• Work request: In the data below, which lines hold "list"? Copy every one.

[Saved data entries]
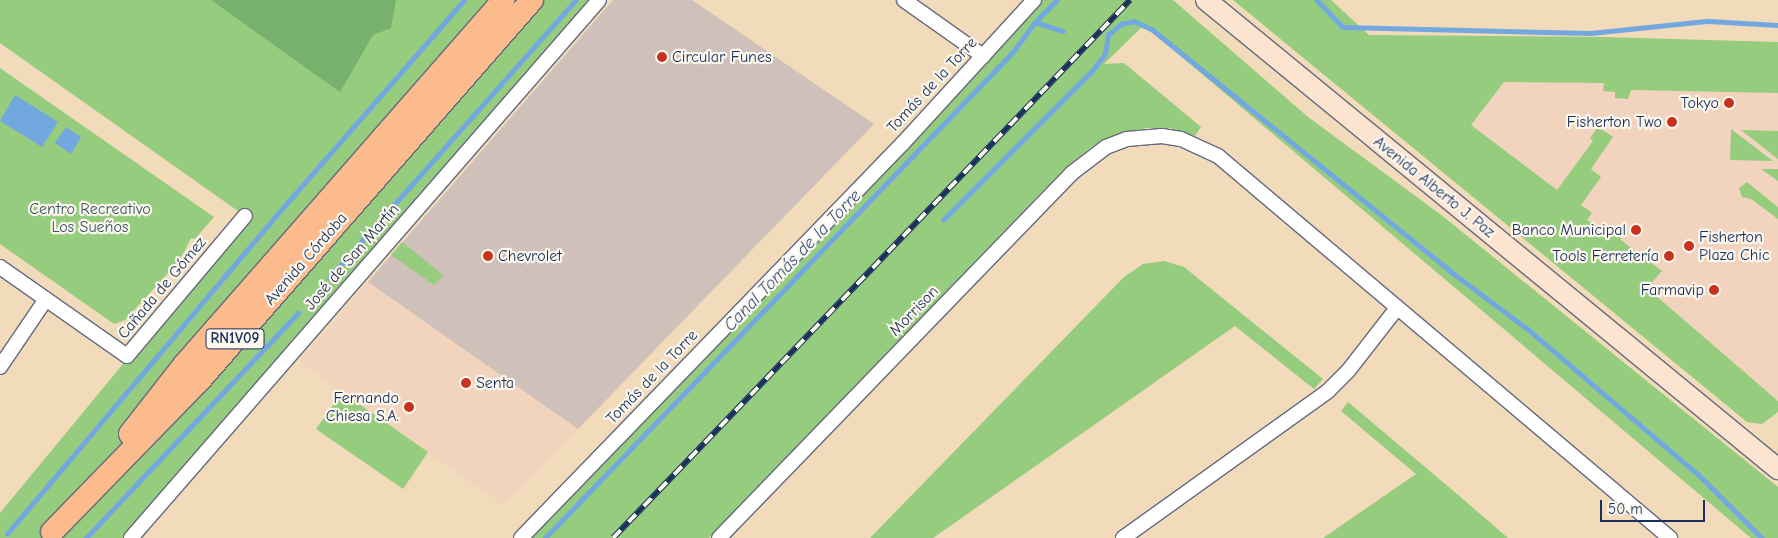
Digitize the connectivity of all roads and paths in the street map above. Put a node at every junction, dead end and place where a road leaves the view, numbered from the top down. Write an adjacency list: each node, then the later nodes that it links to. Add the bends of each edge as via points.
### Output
1 (490, 0): 8 (main road)
2 (503, 0): 8 (main road, Avenida Córdoba / RN1V09)
3 (532, 0): 16 (main road, Avenida Córdoba / RN1V09, via 199,380)
4 (599, 0): 17 (street, José de San Martín)
5 (904, 0): 9 (street)
6 (1034, 0): 9 (street, Tomás de la Torre)
7 (1206, 0): 15 (main road, Avenida Alberto J. Paz)
8 (467, 42): 16 (main road, Avenida Córdoba / RN1V09, via 184,365)
9 (983, 56): 18 (street, Tomás de la Torre)
10 (245, 216): 12 (street, Cañada de Gómez, via 127,356)
11 (0, 267): 12 (street, Cañada de Gómez)
12 (46, 299): 14 (street)
13 (1397, 308): 19 (street, Morrison, via 1218,156 1181,139 1152,136 1106,147 1072,173); 20 (street, via 1348,371 1328,391); 21 (street, Morrison)
14 (0, 367)
15 (1778, 469)
16 (49, 535)
17 (131, 538)
18 (521, 538)
19 (718, 538)
20 (1123, 538)
21 (1670, 538)

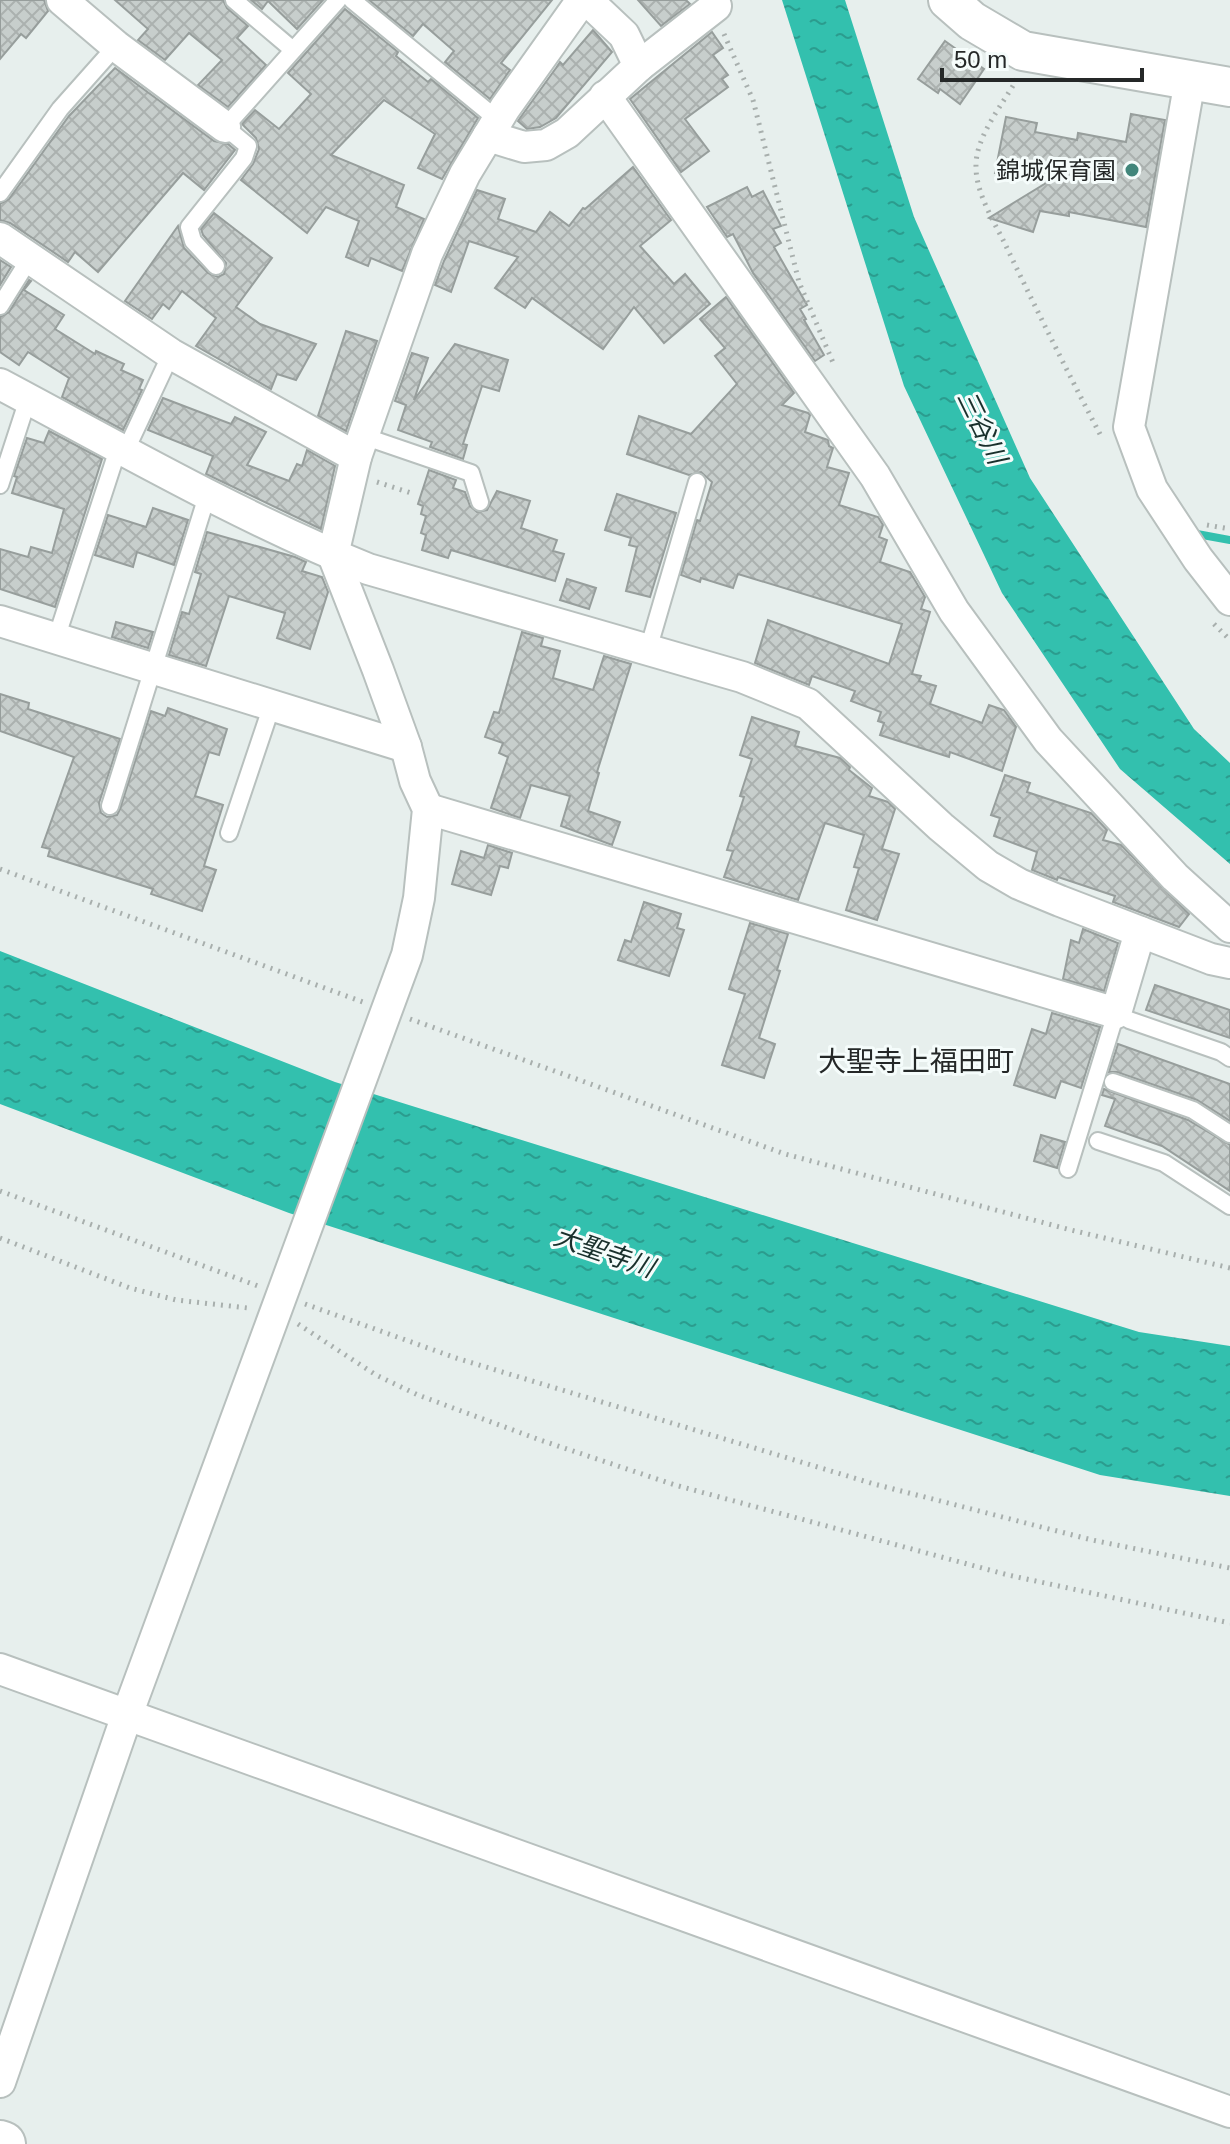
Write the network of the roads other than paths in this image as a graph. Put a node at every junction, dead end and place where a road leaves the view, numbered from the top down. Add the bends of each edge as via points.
1 (62, 0) edge
2 (234, 0) edge
3 (338, 0) edge
4 (352, 0) edge
5 (584, 0) edge
6 (948, 0) edge
7 (716, 6) road end
8 (116, 46) junction
9 (293, 50) junction
10 (639, 66) junction
11 (1190, 80) junction
12 (1230, 87) edge
13 (605, 96) junction
14 (225, 127) junction
15 (493, 128) junction
16 (0, 193) edge
17 (0, 238) edge
18 (30, 258) junction
19 (216, 266) dead end
20 (0, 306) edge
21 (171, 354) junction
22 (0, 384) edge
23 (28, 399) junction
24 (122, 451) junction
25 (357, 456) junction
26 (697, 482) dead end
27 (0, 485) edge
28 (207, 496) junction
29 (480, 502) dead end
30 (333, 555) junction
31 (1221, 611) edge
32 (0, 621) edge
33 (56, 639) junction
34 (648, 650) junction
35 (152, 668) junction
36 (272, 705) junction
37 (406, 747) junction
38 (110, 806) dead end
39 (428, 809) junction
40 (229, 833) dead end
41 (1230, 927) edge
42 (1140, 932) junction
43 (1230, 963) edge
44 (1122, 1017) junction
45 (1230, 1058) edge
46 (1113, 1082) dead end
47 (1230, 1134) edge
48 (1098, 1141) dead end
49 (1068, 1169) dead end
50 (1230, 1206) edge
51 (0, 1669) edge
52 (127, 1715) junction
53 (0, 2082) edge
54 (1230, 2112) edge

1 - 8 street
2 - 9 lane
3 - 9 lane
4 - 15 lane
5 - 10 street via 624,35
5 - 15 street
6 - 11 street via 1023,51
7 - 10 street
8 - 14 street
8 - 16 lane via 60,109
9 - 14 lane
10 - 13 street
11 - 12 street
11 - 31 street via 1129,427 1152,489 1198,559
13 - 15 street via 567,133 546,145 524,147
13 - 41 street via 875,476 954,611 1048,740 1175,877
14 - 19 lane via 248,146 244,158 189,227 193,241
15 - 25 street via 427,254
17 - 18 street
18 - 20 lane
18 - 21 street
21 - 24 lane
21 - 25 street
22 - 23 street
23 - 24 street
23 - 27 lane
24 - 28 street
24 - 33 lane
25 - 29 lane via 471,473
25 - 30 street
26 - 34 lane
28 - 30 street
28 - 35 lane
30 - 34 street
30 - 37 street
32 - 33 street
33 - 35 street
34 - 42 street via 742,677 808,704 988,866 1019,884
35 - 36 street
35 - 38 lane
36 - 37 street
36 - 40 lane
37 - 39 street
39 - 44 street
39 - 52 street via 407,955
42 - 43 street
42 - 44 street
44 - 45 lane
44 - 49 lane
46 - 47 lane via 1193,1110
48 - 50 lane via 1164,1163
51 - 52 street
52 - 53 street
52 - 54 street

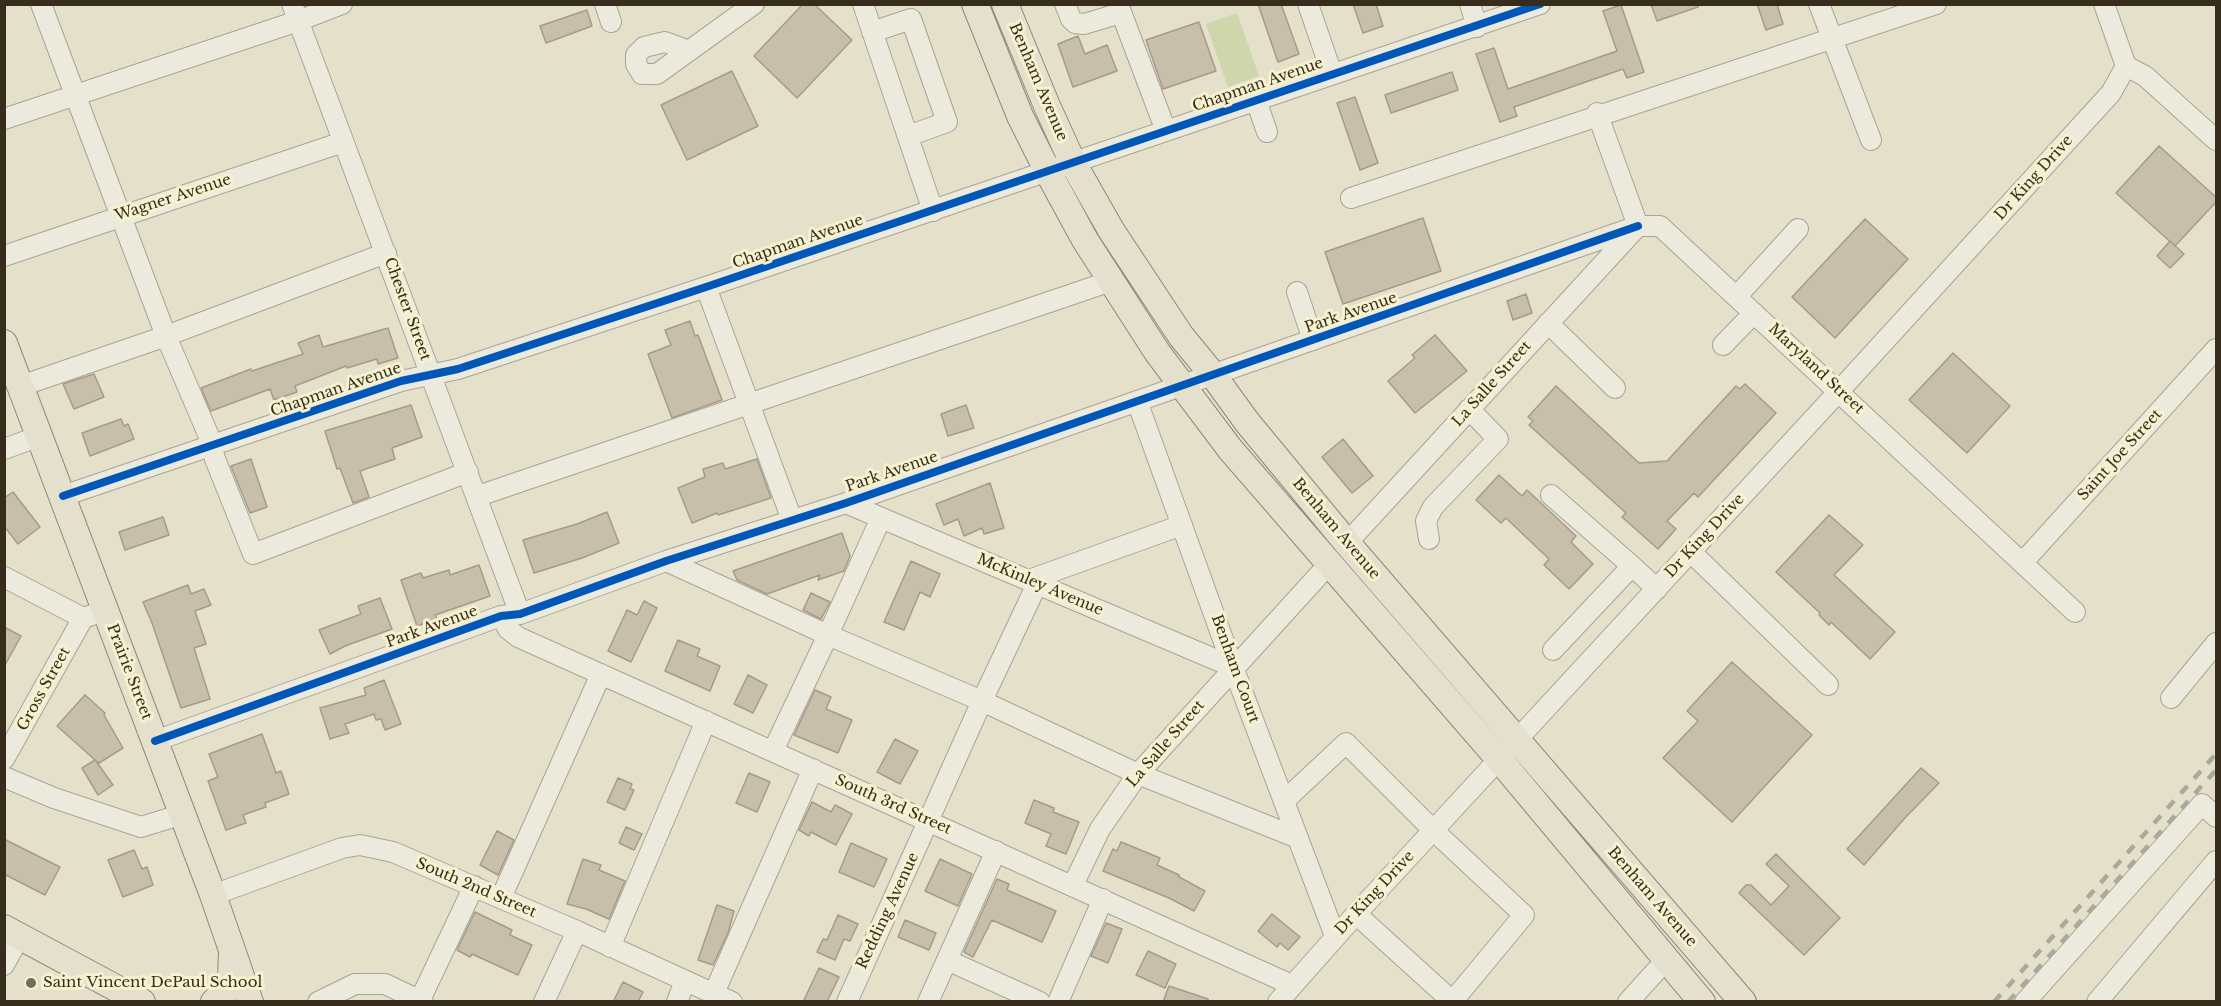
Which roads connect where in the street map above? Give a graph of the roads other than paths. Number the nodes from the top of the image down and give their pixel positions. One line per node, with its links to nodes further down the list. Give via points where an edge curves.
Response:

• Answer section:
Digitize the connectivity of all roads and paths in the street map above. Put a node at every junction, dead end and place where a road leaves the view, numbered from the top down. Write an adjacency list: each node, then the later nodes that it links to. Add the bends of each edge as via points.
Which roads connect where in the street map above? Give a graph of the roads other than paths. Number the nodes from the top of the image down and give their pixel positions. One line per node, with its links to nodes further down the list. Give via points where an edge curves.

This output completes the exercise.